La Profession de foi du vicaire savoyard est un passage célèbre du livre IV de Émile, ou De l'éducation, de Jean-Jacques Rousseau. Dans ce passage souvent publié à part, le philosophe se livre à une critique de l'institution ecclésiale, du dogmatisme et de l'hétéronomie.

Contenu[modifier | modifier le code]

Dans son texte, Rousseau ne s'exprime pas directement, mais use d'un artifice littéraire en faisant parler un jeune vicaire savoyard.

Rousseau pose la question du mal, ainsi que la réponse à y apporter. Selon lui, le mal découle de l'égoïsme. La religion peut être le vecteur de la morale et une réponse à l'égoïsme, mais Rousseau critique la religion établie. Celle-ci impose des dogmes et des systèmes de pouvoir qui éloignent du véritable bien.

Pour en juger en voici une citation:

« - Dieu a parlé ! voilà certes un grand mot. Et à qui a-t-il parlé ?

- Il a parlé aux hommes.

- Pourquoi donc n’en ai-je rien entendu ?

- Il a chargé d’autres hommes de vous rendre sa parole.

- J’entends ! ce sont des hommes qui vont me dire ce que Dieu a dit. J’aimerais mieux avoir entendu Dieu lui-même ; il ne lui en aurait pas coûté davantage, et j’aurais été à l’abri de la séduction.

- Il vous en garantit en manifestant la mission de ses envoyés.

- Comment cela ?

- Par des prodiges.

- Et où sont ces prodiges ?

- Dans les livres.

- Et qui a fait ces livres ?

- Des hommes.

- Et qui a vu ces prodiges ?

- Des hommes qui les attestent.

- Quoi ! toujours des témoignages humains ! toujours des hommes qui me rapportent ce que d’autres hommes ont rapporté ! que d’hommes entre Dieu et moi »
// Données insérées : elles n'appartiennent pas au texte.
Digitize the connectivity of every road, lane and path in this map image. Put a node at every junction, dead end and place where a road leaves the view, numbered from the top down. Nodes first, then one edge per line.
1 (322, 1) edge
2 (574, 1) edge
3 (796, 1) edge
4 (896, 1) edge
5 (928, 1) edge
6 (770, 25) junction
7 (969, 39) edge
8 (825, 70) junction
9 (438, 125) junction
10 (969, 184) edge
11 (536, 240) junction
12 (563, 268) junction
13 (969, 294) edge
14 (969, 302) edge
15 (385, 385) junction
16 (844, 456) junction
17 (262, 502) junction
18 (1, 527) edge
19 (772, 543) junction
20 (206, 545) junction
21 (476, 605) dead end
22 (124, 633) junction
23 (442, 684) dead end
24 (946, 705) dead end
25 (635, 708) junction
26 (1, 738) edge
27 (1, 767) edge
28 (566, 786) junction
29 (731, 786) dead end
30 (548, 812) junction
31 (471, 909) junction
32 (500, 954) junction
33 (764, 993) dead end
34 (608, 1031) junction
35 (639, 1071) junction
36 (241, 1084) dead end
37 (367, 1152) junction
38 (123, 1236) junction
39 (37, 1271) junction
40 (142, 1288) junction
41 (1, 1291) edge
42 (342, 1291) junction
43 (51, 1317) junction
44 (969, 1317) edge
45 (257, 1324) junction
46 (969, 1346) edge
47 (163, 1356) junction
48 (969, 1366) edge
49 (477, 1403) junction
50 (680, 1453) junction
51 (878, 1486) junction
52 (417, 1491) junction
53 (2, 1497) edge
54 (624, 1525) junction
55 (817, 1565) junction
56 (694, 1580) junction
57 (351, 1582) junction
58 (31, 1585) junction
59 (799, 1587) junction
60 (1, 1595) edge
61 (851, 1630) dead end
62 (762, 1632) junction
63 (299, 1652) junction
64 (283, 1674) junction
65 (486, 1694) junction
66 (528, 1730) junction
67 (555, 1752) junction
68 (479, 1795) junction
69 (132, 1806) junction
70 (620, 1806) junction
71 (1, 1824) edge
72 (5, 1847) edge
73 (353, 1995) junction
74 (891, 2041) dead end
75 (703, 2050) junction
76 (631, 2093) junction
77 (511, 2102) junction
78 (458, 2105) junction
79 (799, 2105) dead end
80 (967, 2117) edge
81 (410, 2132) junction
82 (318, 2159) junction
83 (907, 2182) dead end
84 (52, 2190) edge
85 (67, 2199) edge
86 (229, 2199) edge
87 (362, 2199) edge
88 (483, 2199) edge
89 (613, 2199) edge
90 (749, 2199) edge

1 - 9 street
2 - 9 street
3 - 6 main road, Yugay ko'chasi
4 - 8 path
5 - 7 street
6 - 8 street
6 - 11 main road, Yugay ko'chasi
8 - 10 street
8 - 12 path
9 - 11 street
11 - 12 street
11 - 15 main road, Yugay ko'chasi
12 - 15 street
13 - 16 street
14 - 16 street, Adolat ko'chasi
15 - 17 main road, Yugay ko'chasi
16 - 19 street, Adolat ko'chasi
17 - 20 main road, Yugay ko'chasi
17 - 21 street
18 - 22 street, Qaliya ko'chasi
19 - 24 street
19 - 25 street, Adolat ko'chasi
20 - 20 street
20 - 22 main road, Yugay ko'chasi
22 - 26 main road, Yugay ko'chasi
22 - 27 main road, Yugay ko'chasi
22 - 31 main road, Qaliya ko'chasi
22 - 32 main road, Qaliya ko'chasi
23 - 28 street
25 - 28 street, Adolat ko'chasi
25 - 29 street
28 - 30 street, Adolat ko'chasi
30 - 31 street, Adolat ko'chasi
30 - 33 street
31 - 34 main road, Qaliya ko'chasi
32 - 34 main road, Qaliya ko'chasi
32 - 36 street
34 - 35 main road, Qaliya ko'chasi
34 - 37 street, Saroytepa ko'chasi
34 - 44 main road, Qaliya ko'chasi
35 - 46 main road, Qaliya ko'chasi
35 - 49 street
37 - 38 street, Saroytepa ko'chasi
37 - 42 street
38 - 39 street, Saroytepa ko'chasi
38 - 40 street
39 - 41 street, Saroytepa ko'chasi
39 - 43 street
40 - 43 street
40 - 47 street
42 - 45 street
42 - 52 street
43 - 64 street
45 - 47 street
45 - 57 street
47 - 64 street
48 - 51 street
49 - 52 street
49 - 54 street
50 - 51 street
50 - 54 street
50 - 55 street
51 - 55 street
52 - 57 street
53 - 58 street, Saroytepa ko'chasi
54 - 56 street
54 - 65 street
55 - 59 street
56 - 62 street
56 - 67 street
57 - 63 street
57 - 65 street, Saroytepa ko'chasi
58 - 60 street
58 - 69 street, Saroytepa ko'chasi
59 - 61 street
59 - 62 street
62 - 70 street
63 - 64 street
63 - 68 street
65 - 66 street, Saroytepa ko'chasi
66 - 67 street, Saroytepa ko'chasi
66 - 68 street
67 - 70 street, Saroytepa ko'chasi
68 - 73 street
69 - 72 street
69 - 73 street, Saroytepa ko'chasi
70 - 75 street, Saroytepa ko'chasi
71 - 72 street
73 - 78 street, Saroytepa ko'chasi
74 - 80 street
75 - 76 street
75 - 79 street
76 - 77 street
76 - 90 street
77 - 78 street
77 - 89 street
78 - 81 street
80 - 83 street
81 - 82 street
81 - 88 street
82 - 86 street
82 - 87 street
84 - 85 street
Mais, contrairement à une tendance forte au sein de la philosophie des Lumières de son temps, Rousseau se méfie tout autant de la raison comme source du bien et de la morale.

La réponse est dans l'introspection, dans le sentiment naturel qui permet de s'éloigner de la corruption sociale. En écoutant son cœur, le vicaire retrouve la source de la véritable morale et de la véritable religion[1].

Contre le dogme catholique, et contre la raison pure, le sentiment, l'introspection, l'écoute de soi fondent une religion naturelle, proche du théisme, et instrument de la vraie morale.

Postérité[modifier | modifier le code]

Le passage fait de l'ombre au reste de l’Émile lorsque le livre est publié en Europe. Il provoque un rejet fort de la part de certaines autorités ecclésiastiques, catholiques comme protestantes[2].

Ce texte est l'une des inspirations du culte de l'Être suprême qui sera promu par Robespierre.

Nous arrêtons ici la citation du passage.